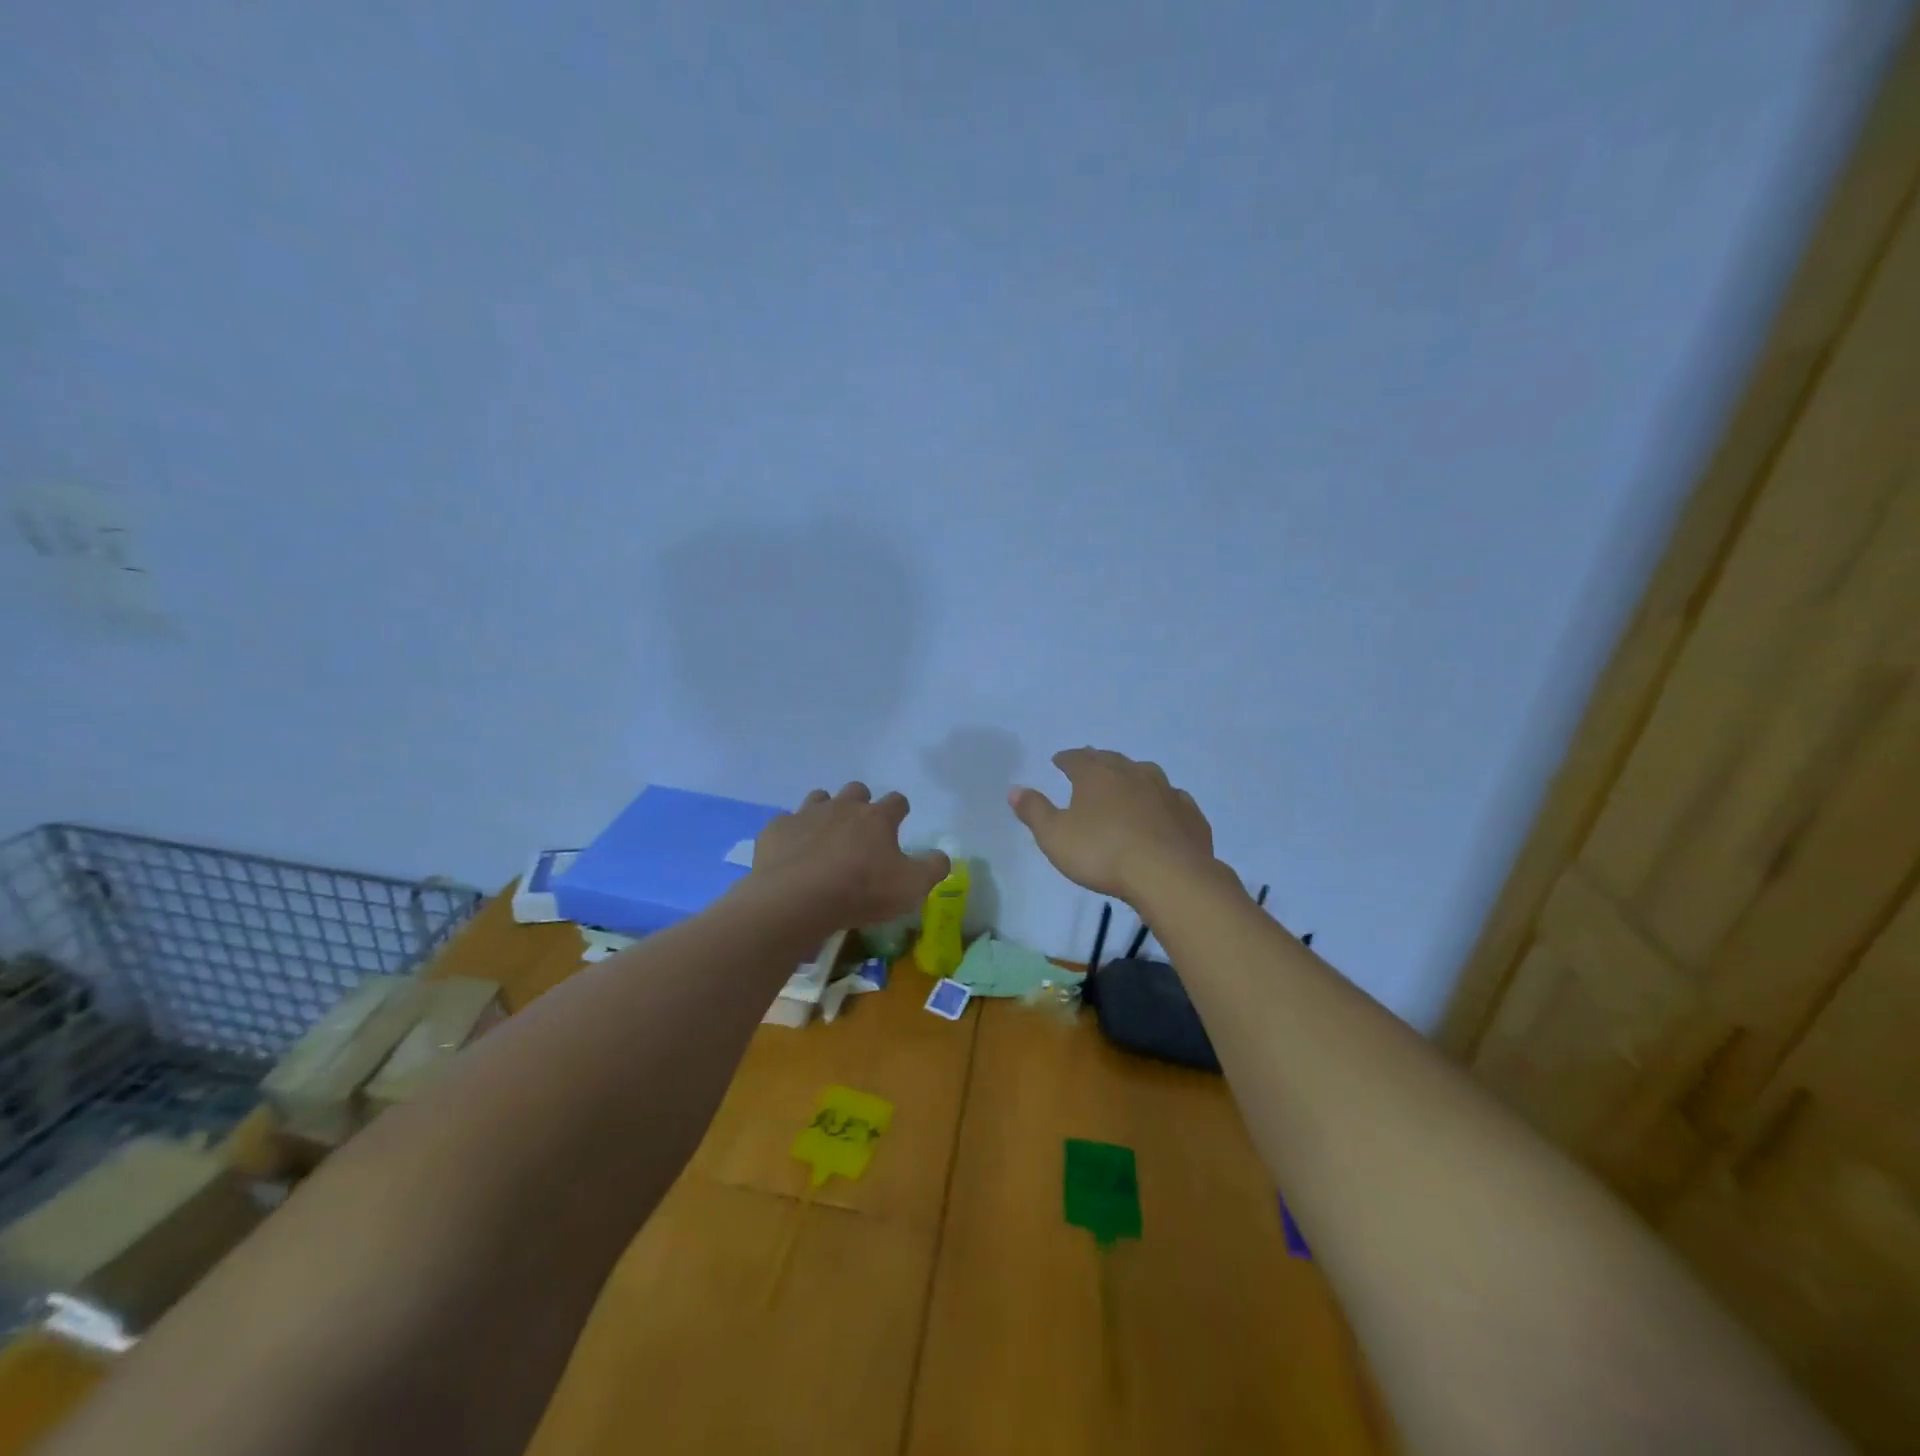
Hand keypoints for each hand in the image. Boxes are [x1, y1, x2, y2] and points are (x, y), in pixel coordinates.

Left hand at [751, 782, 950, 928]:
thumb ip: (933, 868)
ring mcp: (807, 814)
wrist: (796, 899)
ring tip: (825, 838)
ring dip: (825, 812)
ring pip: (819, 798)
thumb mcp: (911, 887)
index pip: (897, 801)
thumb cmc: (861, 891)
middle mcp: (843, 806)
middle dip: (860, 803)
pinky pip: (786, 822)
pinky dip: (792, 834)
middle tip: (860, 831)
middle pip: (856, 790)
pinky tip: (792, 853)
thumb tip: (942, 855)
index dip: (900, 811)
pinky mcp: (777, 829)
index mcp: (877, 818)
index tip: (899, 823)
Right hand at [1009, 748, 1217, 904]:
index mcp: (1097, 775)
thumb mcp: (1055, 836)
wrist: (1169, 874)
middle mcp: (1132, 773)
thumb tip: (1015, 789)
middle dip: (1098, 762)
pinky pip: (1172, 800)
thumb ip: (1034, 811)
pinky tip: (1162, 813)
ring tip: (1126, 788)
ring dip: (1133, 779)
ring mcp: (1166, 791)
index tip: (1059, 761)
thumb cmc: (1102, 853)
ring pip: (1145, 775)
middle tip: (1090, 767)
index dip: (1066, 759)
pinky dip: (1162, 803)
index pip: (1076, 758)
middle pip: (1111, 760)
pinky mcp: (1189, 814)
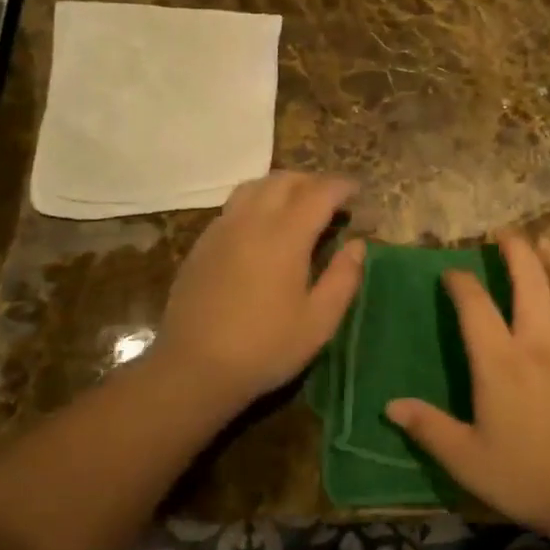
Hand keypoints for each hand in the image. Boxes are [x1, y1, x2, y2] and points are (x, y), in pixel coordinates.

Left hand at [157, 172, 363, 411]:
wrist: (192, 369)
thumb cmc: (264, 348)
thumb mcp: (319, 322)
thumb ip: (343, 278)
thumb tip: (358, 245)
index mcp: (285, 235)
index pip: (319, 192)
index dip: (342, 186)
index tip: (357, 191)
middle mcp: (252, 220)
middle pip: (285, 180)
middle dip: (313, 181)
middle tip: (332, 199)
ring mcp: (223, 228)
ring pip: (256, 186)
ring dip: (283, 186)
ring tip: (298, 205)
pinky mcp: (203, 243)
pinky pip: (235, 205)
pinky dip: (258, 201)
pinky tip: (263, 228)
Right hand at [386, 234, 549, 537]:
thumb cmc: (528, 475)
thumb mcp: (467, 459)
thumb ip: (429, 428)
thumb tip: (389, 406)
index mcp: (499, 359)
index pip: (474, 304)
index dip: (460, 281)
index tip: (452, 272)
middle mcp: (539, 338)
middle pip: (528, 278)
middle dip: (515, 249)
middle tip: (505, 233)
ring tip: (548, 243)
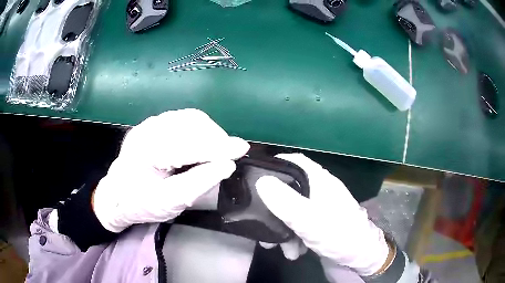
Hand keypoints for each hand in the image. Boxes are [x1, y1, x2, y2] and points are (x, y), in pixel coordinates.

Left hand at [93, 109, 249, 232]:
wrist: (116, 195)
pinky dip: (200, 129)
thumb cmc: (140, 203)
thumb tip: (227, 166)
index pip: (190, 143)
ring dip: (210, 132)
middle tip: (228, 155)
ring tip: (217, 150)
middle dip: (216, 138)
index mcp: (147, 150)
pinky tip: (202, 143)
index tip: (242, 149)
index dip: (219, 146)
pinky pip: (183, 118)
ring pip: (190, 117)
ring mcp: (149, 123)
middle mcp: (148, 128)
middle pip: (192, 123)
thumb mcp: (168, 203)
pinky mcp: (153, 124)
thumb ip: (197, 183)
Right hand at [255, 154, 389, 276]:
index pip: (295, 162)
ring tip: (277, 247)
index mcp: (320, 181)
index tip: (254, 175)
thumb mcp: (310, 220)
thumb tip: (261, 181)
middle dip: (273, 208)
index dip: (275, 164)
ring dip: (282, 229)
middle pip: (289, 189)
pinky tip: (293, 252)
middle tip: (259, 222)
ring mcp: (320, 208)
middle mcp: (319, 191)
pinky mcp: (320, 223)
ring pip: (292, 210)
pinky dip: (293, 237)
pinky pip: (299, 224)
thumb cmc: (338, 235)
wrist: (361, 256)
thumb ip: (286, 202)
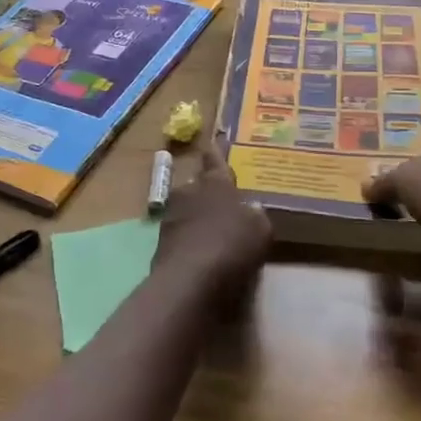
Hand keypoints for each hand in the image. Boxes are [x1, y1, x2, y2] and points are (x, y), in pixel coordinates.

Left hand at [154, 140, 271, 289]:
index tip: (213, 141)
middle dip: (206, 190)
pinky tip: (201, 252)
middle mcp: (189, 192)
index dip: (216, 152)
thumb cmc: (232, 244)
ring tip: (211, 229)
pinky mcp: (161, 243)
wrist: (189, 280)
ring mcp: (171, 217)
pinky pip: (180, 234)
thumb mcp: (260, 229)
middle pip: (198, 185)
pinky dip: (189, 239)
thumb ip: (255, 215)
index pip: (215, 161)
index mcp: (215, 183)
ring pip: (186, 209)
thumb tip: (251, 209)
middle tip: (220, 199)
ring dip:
####################
__YOUR TASK__
Find the line that contains "pinky dip: (189, 239)". Write out that line and every line after it through the end of the data, exactly, and nothing else.

__REPLY TO THE TASK__
pinky dip: (189, 239)
thumb ip: (255, 215)
index pip: (215, 161)
index mcp: (215, 183)
ring pip: (186, 209)
thumb tip: (251, 209)
middle tip: (220, 199)
ring dip:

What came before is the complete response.